* PROBLEM DETAILS *
A word-for-word printout of the whole listing is needed.

* RECORDED INFORMATION *

**********

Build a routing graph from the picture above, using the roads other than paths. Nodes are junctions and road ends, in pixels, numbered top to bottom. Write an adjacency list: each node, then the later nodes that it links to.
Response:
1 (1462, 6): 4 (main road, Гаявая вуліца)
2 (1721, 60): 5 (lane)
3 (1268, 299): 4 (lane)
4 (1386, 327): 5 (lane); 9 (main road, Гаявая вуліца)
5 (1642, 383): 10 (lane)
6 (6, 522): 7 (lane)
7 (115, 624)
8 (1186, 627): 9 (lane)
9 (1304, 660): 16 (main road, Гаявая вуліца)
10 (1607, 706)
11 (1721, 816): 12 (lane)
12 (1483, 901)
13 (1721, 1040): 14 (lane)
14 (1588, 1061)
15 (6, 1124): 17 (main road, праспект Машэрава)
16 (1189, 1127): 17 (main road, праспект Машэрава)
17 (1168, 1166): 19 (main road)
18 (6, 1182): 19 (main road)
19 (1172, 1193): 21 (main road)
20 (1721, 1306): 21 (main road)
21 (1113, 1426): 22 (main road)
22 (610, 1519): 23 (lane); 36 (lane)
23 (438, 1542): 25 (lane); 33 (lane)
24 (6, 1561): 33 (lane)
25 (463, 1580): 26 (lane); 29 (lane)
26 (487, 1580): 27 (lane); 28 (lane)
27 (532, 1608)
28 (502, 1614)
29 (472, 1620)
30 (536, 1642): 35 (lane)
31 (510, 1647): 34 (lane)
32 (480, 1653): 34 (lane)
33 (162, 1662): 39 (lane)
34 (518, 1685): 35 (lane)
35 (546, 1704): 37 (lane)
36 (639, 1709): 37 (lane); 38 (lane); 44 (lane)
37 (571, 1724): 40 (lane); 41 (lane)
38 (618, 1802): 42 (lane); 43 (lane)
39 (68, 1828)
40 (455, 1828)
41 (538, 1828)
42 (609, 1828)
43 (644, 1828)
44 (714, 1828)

**********

* ANSWER SECTION *
Build a routing graph from the picture above, using the roads other than paths. Nodes are junctions and road ends, in pixels, numbered top to bottom. Write an adjacency list: each node, then the later nodes that it links to.
Response:
1 (1462, 6): 4 (main road, Гаявая вуліца)
2 (1721, 60): 5 (lane)
3 (1268, 299): 4 (lane)
4 (1386, 327): 5 (lane); 9 (main road, Гаявая вуліца)
5 (1642, 383): 10 (lane)
6 (6, 522): 7 (lane)
7 (115, 624)
8 (1186, 627): 9 (lane)
9 (1304, 660): 16 (main road, Гаявая вуліца)
10 (1607, 706)
11 (1721, 816): 12 (lane)
12 (1483, 901)
13 (1721, 1040): 14 (lane)
14 (1588, 1061)
15 (6, 1124): 17 (main road, праспект Машэрава)
16 (1189, 1127): 17 (main road, праспект Машэрава)
17 (1168, 1166): 19 (main road)
18 (6, 1182): 19 (main road)
19 (1172, 1193): 21 (main road)
20 (1721, 1306): 21 (main road)
21 (1113, 1426): 22 (main road)
22 (610, 1519): 23 (lane); 36 (lane)
23 (438, 1542): 25 (lane); 33 (lane)
24 (6, 1561): 33 (lane)
25 (463, 1580): 26 (lane); 29 (lane)
26 (487, 1580): 27 (lane); 28 (lane)
27 (532, 1608)
28 (502, 1614)
29 (472, 1620)
30 (536, 1642): 35 (lane)
31 (510, 1647): 34 (lane)
32 (480, 1653): 34 (lane)
33 (162, 1662): 39 (lane)
34 (518, 1685): 35 (lane)
35 (546, 1704): 37 (lane)
36 (639, 1709): 37 (lane); 38 (lane); 44 (lane)
37 (571, 1724): 40 (lane); 41 (lane)
38 (618, 1802): 42 (lane); 43 (lane)
39 (68, 1828)
40 (455, 1828)
41 (538, 1828)
42 (609, 1828)
43 (644, 1828)
44 (714, 1828)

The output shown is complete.